These are the key concepts you need to understand to accurately answer the question.

Understanding Composite Functions
When we talk about **composite functions**, we're discussing a scenario where one function is applied to the results of another. Think of it like a two-step process: first apply one function, and then use that result in another function. For instance, with the notation \((f \circ g)(x)\), this represents \(f(g(x))\).
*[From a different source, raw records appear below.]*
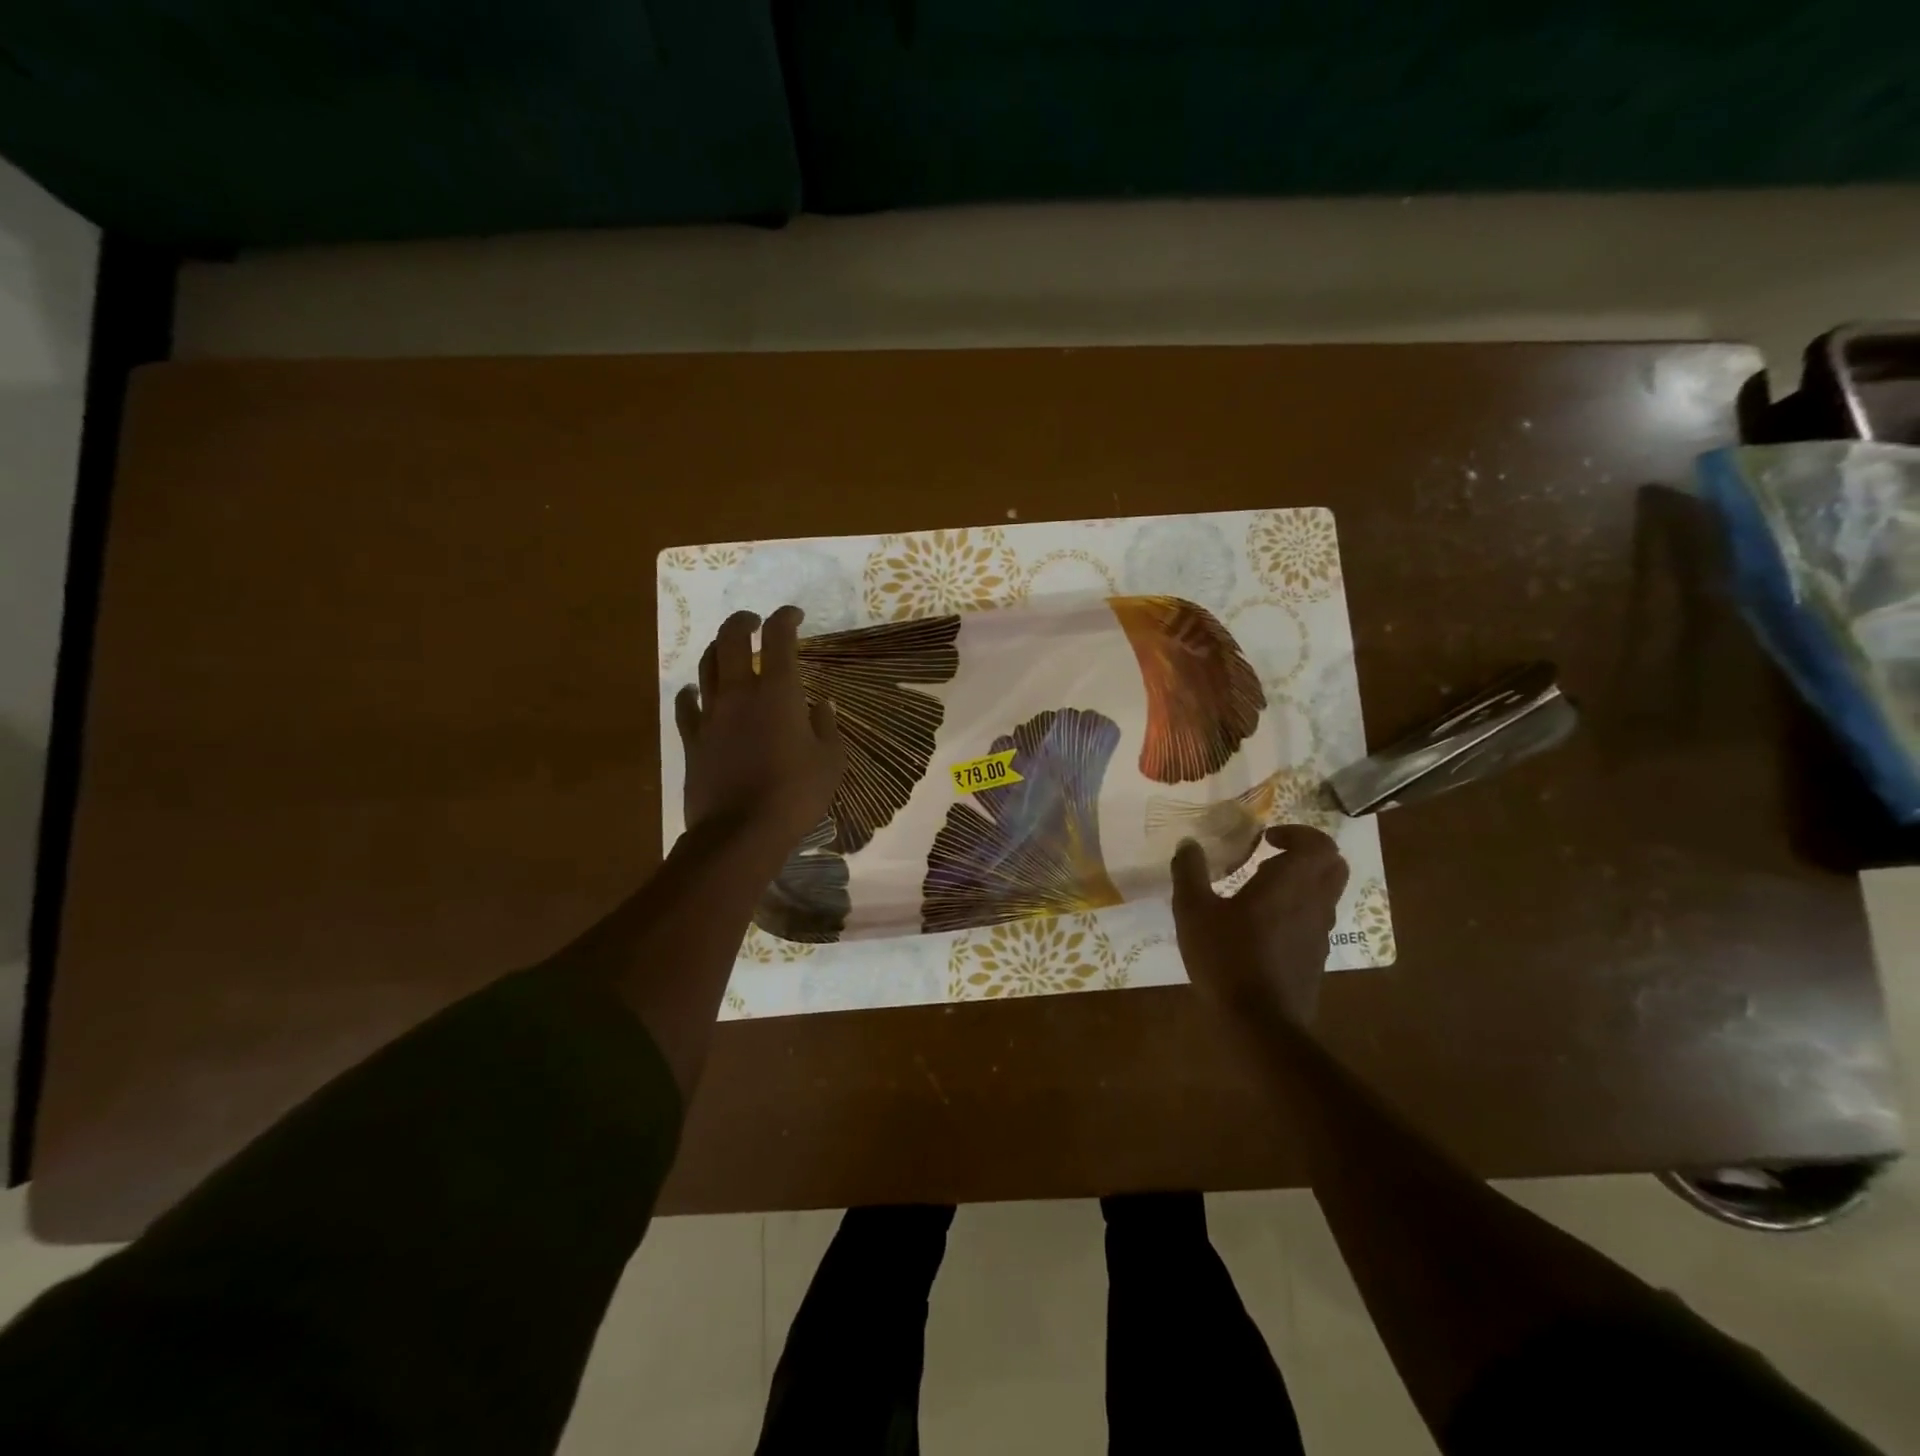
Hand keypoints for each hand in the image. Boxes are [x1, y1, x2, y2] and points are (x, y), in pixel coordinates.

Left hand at [674, 606, 845, 853]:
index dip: (786, 618)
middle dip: (743, 621)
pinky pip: (686, 705)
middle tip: (755, 621)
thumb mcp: (830, 761)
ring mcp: (711, 715)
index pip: (778, 638)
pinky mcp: (692, 739)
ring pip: (705, 665)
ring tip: (728, 649)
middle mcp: (739, 693)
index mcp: (778, 693)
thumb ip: (826, 727)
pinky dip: (692, 691)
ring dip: (717, 649)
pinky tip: (696, 691)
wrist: (741, 833)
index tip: (795, 616)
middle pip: (730, 639)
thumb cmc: (795, 794)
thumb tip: (820, 706)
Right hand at [1172, 824, 1349, 1028]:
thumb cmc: (1226, 957)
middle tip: (1271, 856)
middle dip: (1307, 853)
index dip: (1297, 833)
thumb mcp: (1193, 911)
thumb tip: (1187, 844)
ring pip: (1326, 894)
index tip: (1266, 839)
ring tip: (1261, 890)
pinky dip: (1298, 910)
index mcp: (1290, 883)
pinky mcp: (1316, 959)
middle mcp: (1314, 903)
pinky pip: (1315, 921)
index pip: (1318, 844)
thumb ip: (1189, 872)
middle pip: (1333, 865)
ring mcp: (1320, 934)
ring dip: (1302, 882)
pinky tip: (1262, 927)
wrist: (1258, 1023)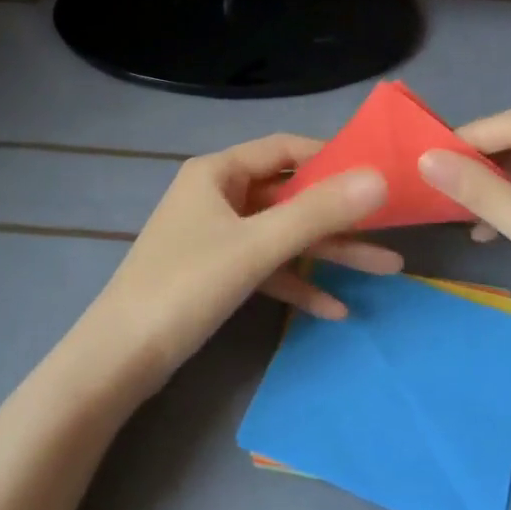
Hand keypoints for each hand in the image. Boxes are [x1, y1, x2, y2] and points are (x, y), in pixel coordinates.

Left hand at [87, 135, 393, 392]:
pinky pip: (266, 267)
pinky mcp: (216, 273)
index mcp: (218, 171)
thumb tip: (379, 179)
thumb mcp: (256, 246)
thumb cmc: (185, 287)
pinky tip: (335, 308)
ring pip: (282, 234)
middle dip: (339, 215)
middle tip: (391, 226)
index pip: (285, 149)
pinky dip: (297, 281)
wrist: (118, 360)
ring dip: (327, 251)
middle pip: (289, 195)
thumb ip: (318, 212)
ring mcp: (216, 235)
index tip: (376, 172)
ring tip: (384, 269)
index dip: (331, 157)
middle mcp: (218, 194)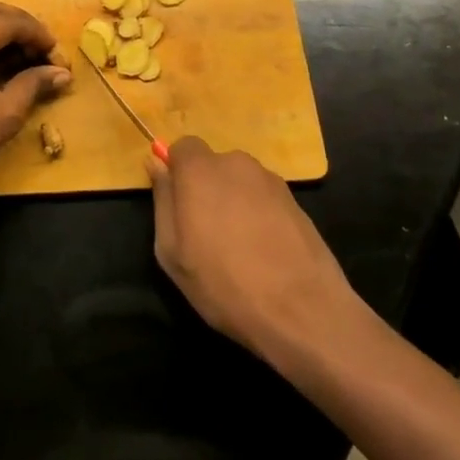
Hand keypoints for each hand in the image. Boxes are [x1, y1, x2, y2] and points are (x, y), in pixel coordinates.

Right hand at [146, 137, 364, 365]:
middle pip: (213, 165)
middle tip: (206, 232)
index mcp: (201, 170)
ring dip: (234, 201)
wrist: (304, 312)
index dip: (178, 171)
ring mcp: (271, 181)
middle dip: (206, 188)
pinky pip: (264, 198)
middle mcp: (236, 164)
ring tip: (239, 247)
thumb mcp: (172, 251)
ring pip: (240, 182)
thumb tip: (156, 163)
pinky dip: (259, 215)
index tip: (178, 205)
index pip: (183, 147)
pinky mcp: (296, 202)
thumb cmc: (224, 284)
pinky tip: (264, 252)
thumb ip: (162, 200)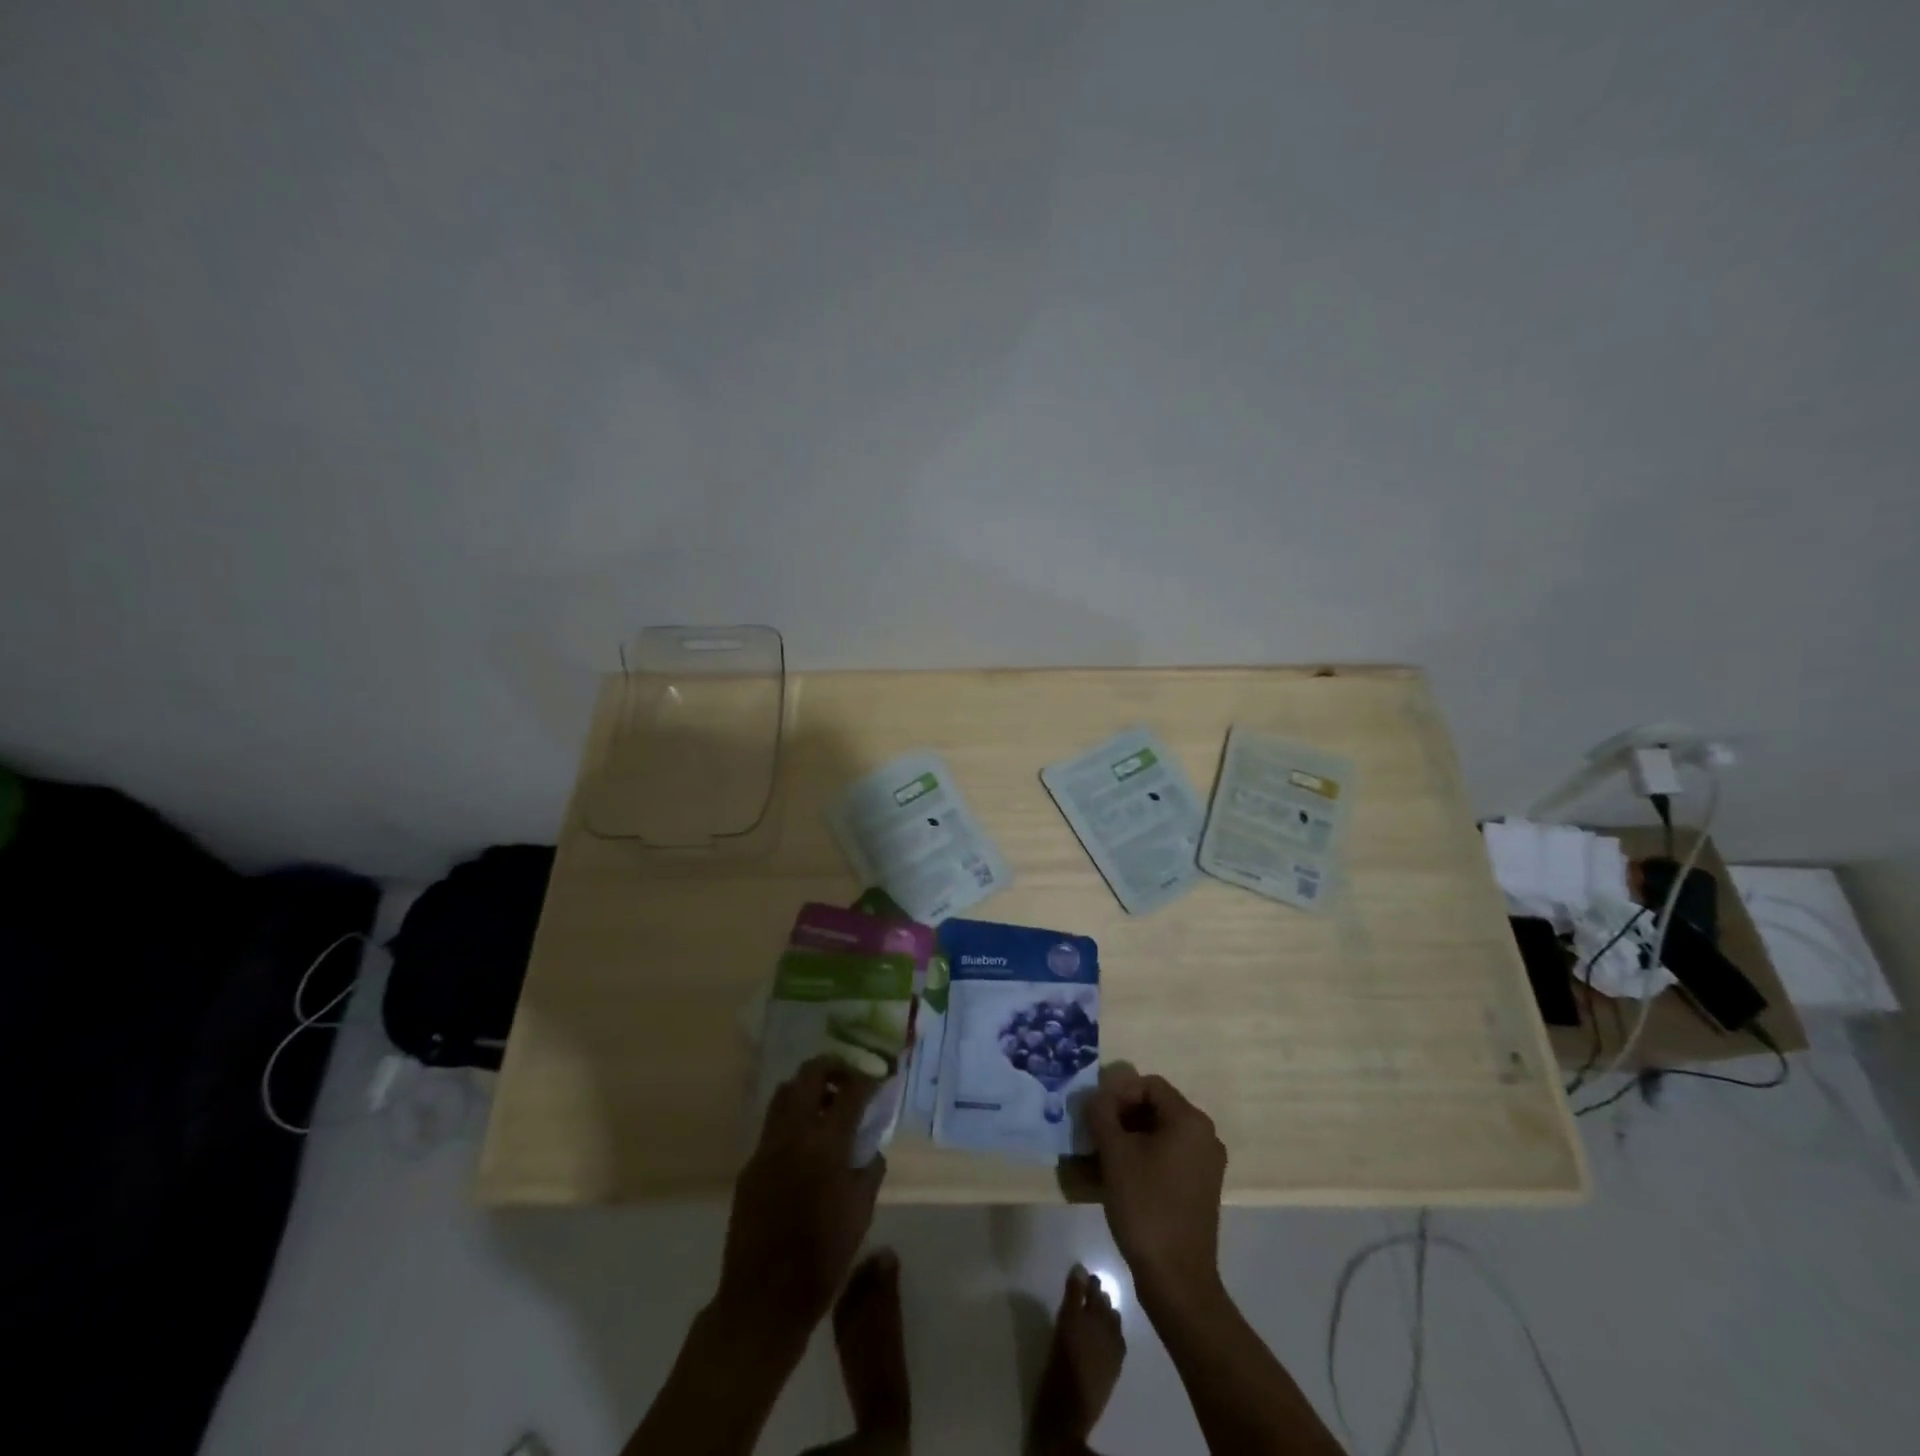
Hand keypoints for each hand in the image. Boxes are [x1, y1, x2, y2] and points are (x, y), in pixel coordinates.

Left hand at [714, 1056, 886, 1341]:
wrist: (763, 1300)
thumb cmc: (823, 1258)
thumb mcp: (861, 1212)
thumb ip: (869, 1168)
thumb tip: (870, 1146)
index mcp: (825, 1143)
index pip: (852, 1090)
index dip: (869, 1078)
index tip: (880, 1076)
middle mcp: (793, 1134)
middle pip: (810, 1074)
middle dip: (834, 1067)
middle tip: (850, 1079)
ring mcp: (766, 1147)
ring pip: (785, 1093)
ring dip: (809, 1088)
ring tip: (828, 1105)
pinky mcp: (750, 1165)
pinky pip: (773, 1126)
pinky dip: (792, 1119)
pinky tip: (805, 1144)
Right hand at [1087, 1066, 1227, 1304]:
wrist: (1176, 1278)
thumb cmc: (1145, 1206)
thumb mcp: (1114, 1153)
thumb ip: (1101, 1113)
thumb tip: (1096, 1096)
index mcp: (1190, 1120)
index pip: (1148, 1085)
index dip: (1118, 1094)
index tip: (1097, 1118)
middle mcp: (1205, 1135)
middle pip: (1156, 1107)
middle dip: (1122, 1116)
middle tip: (1096, 1136)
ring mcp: (1207, 1164)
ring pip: (1161, 1133)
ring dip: (1130, 1137)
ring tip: (1103, 1157)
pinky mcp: (1201, 1188)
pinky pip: (1169, 1156)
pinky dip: (1145, 1157)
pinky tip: (1122, 1176)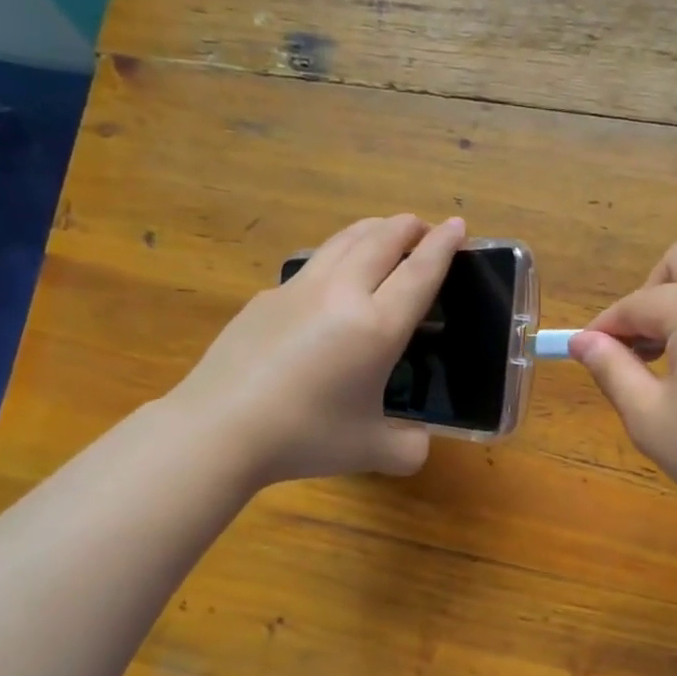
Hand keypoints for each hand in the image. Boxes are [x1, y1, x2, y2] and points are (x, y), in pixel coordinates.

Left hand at [171, 214, 464, 485]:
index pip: (419, 272)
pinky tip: (332, 276)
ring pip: (343, 241)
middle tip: (422, 228)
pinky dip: (336, 255)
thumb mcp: (370, 451)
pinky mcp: (267, 298)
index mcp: (376, 327)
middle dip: (408, 228)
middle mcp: (341, 294)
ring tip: (383, 233)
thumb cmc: (305, 437)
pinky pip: (312, 263)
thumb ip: (408, 448)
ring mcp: (298, 290)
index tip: (457, 224)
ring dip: (372, 230)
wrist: (220, 428)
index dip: (442, 246)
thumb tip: (419, 442)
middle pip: (381, 241)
This operation means that we first take the input \(x\), apply the function \(g\) to it, and then take the result from \(g(x)\) and apply the function \(f\) to that. In our example, \(f(x) = 2x + 3\) and \(g(x) = x^3\), we could then find \((f \circ g)(x)\) by first calculating \(g(x)\) and then using its result in \(f(x)\).
  • Step 1: Determine \(g(x)\) for the given value.
  • Step 2: Use the result from \(g(x)\) to calculate \(f(g(x))\).
Evaluating Functions with Given Values
**Evaluating functions** involves calculating the output of a function for specific input values. In this case, we need to evaluate the inner function \(g\) at certain values, and then use those results to evaluate the composite function. Let's break down the process:

For part **a**, calculate \(g(1)\):
\[ g(1) = 1^3 = 1 \]
This result is then used as input for \(f\):
\[ f(1) = 2(1) + 3 = 5 \]
So, \((f \circ g)(1) = 5\).

For part **b**, calculate \(g(-2)\):
\[ g(-2) = (-2)^3 = -8 \]
Then apply \(f\) to this result:
\[ f(-8) = 2(-8) + 3 = -16 + 3 = -13 \]
Thus, \((f \circ g)(-2) = -13\).
Step-by-Step Math Solutions Made Easy
Breaking problems into **step-by-step solutions** helps in understanding and solving complex math problems, like composite functions. Here's a great way to tackle similar exercises:
  • **Step 1**: Identify and understand each function involved. Know what each individual function does before composing them.
  • **Step 2**: Evaluate the inner function for the given input values. This typically involves plugging numbers into the function and simplifying.
  • **Step 3**: Use this result as the input for the outer function. This is the key part of the composition where you execute the second operation.
  • **Step 4**: Simplify the result to get your final answer.
These clear and straightforward steps help in organizing your thought process and avoid getting lost in more complex problems. Visualizing each step can make the tasks seem less daunting and easier to tackle. Always remember to double-check each part of your calculations to ensure accuracy.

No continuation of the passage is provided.